Next time you go to watch a West End show you might want to buy a bag of crisps.
If it’s an Andrew Lloyd Webber theatre you’ll find yourself nibbling on award-winning Yorkshire Crisps - produced just down the road at Wales Bar.
They are hand cooked in a small factory on the Waleswood Industrial Estate and exported around the world.
Marketing manager Tim Wheatley said: “We supply crisps to all of Andrew Lloyd Webber’s theatres and to Harvey Nicholls and John Lewis.”
“We’ve also just won a contract to supply 25g bags to Emirates Airlines.”
The crisps, which are mainly supplied in unique 100g drums, are a premium product which trade on their Yorkshire links.
The potatoes are grown on various farms in the Yorkshire Wolds and all of the drums, depending on the flavour, have a picture of a different Yorkshire scene, with a brief description of it.
For instance, the sweet chilli and lime flavour features the Magna Science Centre in Rotherham.
But how do those softie Southerners take to crisps from up north?
“We find the Yorkshire branding sells well. Yorkshire has an earthy credibility to it,” said Tim.
It remains true to its county roots by sourcing its drums and packets from Bradford and its boxes from Keighley.
The company, set up in 2005 by Sheffield businessman Ashley Turner, is bucking the recession, with turnover up 30 per cent for the first six months of this year.

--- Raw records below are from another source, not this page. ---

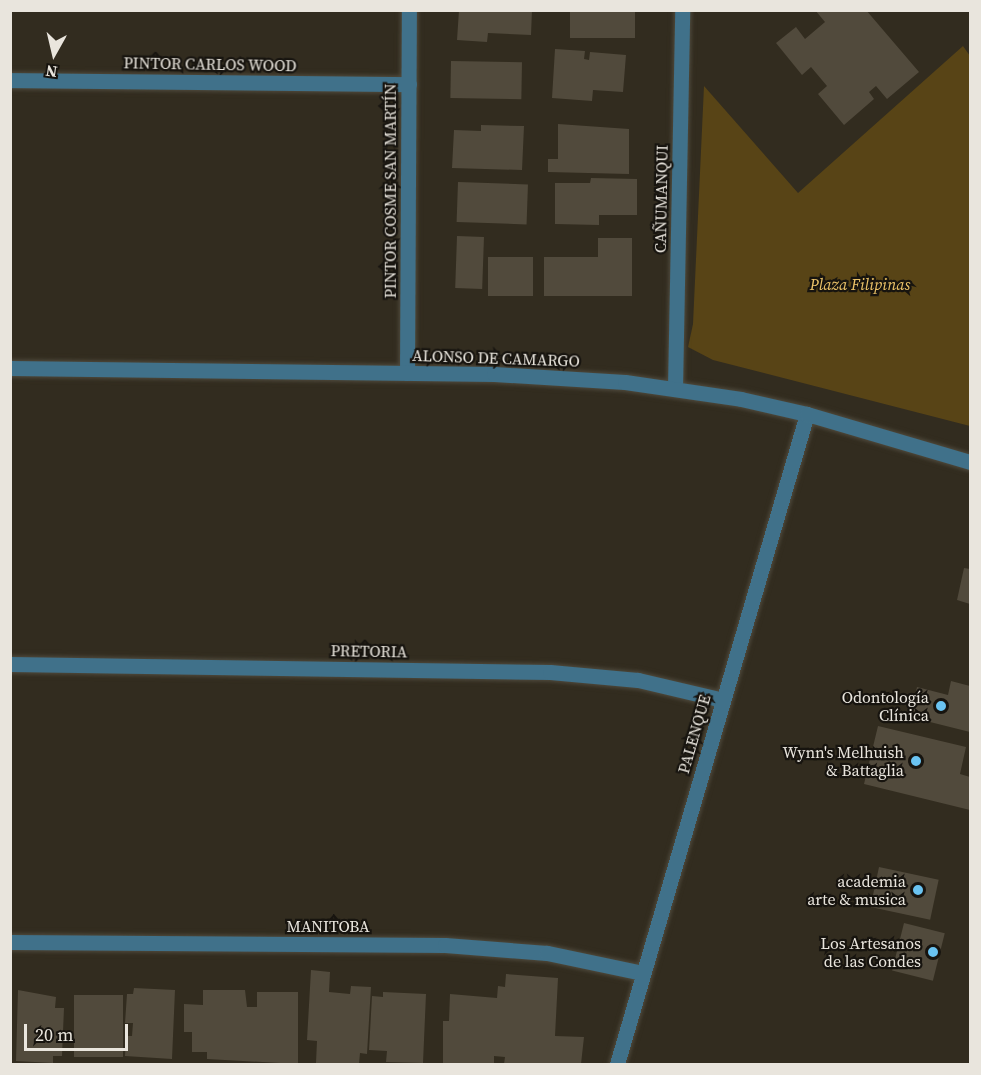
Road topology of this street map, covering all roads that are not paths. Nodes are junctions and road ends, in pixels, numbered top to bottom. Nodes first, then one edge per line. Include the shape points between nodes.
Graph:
1 (410, 10) edge
2 (682, 10) edge
3 (10, 80) edge
4 (409, 84) junction
5 (10, 368) edge
6 (406, 373) junction
7 (675, 388) junction
8 (807, 414) junction
9 (970, 462) edge
10 (10, 664) edge
11 (723, 700) junction
12 (10, 942) edge
13 (643, 973) junction
14 (617, 1065) edge

1 - 4 street, PINTOR COSME SAN MARTÍN
2 - 7 street, CAÑUMANQUI
3 - 4 street, PINTOR CARLOS WOOD
4 - 6 street, PINTOR COSME SAN MARTÍN
5 - 6 street, ALONSO DE CAMARGO
6 - 7 street, ALONSO DE CAMARGO via 494,374
7 - 8 street, ALONSO DE CAMARGO
8 - 9 street, ALONSO DE CAMARGO
8 - 11 street, PALENQUE
10 - 11 street, PRETORIA via 550,672 638,680
11 - 13 street, PALENQUE
12 - 13 street, MANITOBA via 465,946 547,953
13 - 14 street, PALENQUE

It has an annual turnover of £1.4m in what is a fiercely competitive market.
Yorkshire Crisps’ core business is in the UK independent sector, although it supplies to Waitrose and Yorkshire supermarket chain Morrisons, and will be going into Sainsbury’s in September.
It supplies crisps to pubs, clubs, hotels and to Leeds Bradford Airport.
A quarter of what it produces goes into luxury hampers and another quarter is exported all over Europe, Dubai, Kuwait, Hong Kong and Singapore.
The crisps are hand-cooked in sunflower oil for seven minutes and have the natural flavourings added as they go through a drum.
Tim said: “We do 11 flavours, starting with Nowt On, which is completely plain. The most popular flavour is the natural sea salt everywhere except Yorkshire, where it’s the Henderson’s Relish flavour.”
From the potatoes coming in still with their soil on, to the finished crisps being packed into drums, takes about 15 minutes.
The staff have the lucky task of taste-testing the crisps while they are still slightly warm.
They also make parsnip crisps which are flavoured with black pepper.
Other flavours include Chardonnay wine vinegar, sweet chilli and lime (introduced because Tim’s children said everyone else was producing chilli flavour so why didn’t they?), and roast lamb and mint.
The latter was a bit controversial because Yorkshire Crisps are all suitable for vegetarians, who they didn’t want to put off.
“We wondered how well it would go down but it’s been very successful,” said Tim.
Crisps are also supplied under the labels of Friendchips for a German company, and The Doormen Crisps for a Swindon business.
Tim said they go through 15 tons of potatoes a week and produce three million bags of crisps. Not bad for a small workforce of 11.
As well as the drums, which retail for about £2, they make 40g standard size packets for 75p and a larger 150g packet for £1.75.
The Henderson’s and lamb and mint flavours have won awards, and Yorkshire Crisps has been named exporter of the year by the Original Food Group and won snack product of the year in the Caterer magazine.
Seems like that earthy credibility is serving them well.